**Given entries**
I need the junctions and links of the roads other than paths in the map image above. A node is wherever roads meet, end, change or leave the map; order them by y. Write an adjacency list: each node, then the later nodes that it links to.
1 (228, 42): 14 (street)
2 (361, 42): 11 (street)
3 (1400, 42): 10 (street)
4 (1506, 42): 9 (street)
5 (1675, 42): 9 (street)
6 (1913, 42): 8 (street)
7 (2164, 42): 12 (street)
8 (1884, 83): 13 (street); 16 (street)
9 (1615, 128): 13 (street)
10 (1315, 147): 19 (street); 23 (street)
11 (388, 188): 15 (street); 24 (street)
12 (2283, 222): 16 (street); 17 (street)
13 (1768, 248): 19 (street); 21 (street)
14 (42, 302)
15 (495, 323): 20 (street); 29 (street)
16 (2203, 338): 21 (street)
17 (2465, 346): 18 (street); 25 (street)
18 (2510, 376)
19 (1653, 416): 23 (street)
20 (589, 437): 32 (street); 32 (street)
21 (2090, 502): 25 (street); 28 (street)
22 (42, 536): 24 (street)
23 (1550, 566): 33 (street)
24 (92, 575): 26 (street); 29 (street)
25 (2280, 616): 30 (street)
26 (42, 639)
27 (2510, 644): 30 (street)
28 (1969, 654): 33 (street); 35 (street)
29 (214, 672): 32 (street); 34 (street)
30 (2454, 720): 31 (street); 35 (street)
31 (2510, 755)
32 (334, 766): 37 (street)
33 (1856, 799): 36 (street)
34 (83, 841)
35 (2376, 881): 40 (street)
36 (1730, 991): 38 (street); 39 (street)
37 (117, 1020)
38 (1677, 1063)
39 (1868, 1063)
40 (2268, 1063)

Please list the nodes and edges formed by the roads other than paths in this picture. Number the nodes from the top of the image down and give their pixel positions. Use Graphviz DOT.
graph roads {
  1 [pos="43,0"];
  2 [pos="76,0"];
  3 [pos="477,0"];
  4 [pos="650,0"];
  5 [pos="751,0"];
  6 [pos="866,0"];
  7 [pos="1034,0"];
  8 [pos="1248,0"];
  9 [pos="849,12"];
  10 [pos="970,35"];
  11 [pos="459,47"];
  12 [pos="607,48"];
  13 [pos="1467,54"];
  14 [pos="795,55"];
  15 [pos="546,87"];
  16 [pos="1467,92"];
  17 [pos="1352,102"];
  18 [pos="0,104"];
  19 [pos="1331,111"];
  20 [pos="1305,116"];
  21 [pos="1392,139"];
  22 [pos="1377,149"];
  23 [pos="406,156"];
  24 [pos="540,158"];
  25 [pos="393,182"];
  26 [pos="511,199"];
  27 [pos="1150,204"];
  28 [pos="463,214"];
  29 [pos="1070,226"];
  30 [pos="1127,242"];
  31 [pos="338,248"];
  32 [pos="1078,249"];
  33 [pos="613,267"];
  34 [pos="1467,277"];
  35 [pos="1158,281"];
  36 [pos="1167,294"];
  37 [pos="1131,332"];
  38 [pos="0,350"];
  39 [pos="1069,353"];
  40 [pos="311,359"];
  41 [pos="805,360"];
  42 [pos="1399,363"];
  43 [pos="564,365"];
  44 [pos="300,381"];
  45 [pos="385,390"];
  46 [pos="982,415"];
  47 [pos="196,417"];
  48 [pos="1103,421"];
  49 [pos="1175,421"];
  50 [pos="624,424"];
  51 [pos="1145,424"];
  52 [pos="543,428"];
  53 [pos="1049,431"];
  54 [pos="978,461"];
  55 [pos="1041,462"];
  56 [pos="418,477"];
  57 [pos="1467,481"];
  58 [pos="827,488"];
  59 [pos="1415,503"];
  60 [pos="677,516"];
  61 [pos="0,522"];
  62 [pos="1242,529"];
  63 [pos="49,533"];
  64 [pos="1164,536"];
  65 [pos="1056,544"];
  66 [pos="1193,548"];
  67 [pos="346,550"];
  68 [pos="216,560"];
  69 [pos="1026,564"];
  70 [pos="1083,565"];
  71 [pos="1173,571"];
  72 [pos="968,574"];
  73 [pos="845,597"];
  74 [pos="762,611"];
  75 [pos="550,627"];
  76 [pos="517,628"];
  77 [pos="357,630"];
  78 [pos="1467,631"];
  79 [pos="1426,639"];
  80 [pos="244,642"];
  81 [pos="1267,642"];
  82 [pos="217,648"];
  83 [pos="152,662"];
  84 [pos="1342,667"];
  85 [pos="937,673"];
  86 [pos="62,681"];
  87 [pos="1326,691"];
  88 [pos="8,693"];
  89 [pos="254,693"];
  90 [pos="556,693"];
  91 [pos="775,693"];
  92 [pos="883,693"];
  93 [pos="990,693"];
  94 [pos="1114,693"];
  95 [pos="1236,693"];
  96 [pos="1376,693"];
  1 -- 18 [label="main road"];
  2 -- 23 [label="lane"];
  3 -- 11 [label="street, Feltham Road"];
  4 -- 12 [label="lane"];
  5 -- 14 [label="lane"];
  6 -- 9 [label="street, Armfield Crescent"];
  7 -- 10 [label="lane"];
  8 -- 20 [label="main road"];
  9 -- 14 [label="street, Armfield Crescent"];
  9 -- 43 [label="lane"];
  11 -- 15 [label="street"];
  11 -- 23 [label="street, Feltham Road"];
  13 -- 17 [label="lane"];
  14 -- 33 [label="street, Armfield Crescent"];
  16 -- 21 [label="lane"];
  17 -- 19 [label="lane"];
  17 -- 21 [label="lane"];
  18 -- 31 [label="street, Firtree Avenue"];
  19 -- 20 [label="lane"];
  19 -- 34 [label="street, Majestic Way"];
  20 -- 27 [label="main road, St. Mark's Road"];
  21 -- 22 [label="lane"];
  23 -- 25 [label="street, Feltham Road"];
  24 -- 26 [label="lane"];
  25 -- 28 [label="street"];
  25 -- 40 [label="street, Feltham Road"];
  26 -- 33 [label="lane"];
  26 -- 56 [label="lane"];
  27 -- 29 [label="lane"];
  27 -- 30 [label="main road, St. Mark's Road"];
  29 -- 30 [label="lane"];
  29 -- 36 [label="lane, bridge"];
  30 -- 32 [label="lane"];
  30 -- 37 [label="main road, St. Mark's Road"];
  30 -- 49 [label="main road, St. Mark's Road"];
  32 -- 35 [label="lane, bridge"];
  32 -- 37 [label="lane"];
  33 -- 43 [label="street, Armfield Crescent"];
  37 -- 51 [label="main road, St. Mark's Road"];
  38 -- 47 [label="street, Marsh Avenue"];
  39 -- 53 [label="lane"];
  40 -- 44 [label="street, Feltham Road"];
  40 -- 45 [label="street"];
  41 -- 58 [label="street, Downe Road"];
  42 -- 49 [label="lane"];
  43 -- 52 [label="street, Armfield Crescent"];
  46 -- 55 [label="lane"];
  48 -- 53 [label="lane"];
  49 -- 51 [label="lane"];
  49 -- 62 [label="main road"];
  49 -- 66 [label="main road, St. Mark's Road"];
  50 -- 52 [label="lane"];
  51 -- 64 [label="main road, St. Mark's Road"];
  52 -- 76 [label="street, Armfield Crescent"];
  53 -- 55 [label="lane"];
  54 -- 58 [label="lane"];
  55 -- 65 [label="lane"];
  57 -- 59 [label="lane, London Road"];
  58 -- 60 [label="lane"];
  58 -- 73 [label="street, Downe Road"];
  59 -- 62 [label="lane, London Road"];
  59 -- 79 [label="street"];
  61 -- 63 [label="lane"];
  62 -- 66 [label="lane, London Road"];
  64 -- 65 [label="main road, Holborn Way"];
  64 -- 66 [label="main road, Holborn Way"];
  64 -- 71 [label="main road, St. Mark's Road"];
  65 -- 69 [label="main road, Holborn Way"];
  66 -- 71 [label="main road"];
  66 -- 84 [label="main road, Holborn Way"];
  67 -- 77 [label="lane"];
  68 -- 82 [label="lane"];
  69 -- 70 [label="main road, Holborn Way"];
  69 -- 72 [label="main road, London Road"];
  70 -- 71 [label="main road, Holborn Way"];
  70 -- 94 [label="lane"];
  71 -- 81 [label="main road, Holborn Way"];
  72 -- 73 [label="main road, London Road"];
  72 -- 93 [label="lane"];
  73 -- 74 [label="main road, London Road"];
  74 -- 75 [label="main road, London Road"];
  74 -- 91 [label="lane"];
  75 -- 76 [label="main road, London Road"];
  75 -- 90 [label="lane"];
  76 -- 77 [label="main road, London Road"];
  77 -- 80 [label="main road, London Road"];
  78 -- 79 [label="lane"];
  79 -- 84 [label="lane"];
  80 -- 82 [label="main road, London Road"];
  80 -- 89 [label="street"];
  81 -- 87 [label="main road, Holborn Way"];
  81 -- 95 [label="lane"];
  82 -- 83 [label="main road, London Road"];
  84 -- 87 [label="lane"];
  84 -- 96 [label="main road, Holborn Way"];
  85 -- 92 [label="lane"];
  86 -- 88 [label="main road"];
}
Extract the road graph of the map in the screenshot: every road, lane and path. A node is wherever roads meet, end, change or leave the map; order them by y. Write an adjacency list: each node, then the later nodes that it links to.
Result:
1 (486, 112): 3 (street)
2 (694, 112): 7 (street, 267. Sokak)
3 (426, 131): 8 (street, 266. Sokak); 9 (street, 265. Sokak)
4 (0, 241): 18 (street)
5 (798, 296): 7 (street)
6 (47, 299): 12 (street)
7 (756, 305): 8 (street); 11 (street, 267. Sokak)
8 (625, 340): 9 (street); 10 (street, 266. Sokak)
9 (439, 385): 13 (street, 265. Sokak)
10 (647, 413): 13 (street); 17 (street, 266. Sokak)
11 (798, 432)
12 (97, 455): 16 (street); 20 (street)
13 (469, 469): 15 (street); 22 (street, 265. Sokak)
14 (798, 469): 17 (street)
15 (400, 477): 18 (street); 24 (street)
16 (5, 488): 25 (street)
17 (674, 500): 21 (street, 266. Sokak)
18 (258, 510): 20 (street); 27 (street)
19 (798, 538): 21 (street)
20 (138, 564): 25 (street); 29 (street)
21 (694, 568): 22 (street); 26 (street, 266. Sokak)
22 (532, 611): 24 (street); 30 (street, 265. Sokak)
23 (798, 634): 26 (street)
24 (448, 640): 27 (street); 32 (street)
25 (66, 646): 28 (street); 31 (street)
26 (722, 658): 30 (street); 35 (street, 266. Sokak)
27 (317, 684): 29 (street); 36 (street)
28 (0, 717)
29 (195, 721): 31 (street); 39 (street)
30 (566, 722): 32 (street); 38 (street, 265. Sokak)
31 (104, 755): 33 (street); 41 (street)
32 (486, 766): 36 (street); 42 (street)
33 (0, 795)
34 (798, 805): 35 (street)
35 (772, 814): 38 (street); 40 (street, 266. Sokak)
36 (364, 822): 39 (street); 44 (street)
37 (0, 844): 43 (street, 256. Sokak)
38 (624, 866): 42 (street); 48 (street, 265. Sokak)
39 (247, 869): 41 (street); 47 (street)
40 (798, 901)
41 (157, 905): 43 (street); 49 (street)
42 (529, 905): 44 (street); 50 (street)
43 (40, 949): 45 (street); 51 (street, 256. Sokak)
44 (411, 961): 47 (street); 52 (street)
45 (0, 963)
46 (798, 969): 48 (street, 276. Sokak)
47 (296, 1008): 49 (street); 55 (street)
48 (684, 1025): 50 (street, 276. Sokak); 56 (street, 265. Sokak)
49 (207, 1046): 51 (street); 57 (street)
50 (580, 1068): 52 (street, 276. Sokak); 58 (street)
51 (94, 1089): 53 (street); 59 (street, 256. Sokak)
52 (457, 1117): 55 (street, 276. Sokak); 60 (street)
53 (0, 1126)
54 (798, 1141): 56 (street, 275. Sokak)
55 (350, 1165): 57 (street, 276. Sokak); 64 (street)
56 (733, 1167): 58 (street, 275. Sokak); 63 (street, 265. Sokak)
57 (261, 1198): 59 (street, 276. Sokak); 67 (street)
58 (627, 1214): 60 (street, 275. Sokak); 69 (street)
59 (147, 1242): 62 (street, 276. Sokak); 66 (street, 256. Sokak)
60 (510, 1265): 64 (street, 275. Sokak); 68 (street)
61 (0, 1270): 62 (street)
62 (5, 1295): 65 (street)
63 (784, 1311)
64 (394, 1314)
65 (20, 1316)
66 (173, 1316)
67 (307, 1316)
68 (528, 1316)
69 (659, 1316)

**Aim of the task**
Would you state how many lines of the data above hold the string "Avenue"? Reply with the number alone.

**Written solution**
2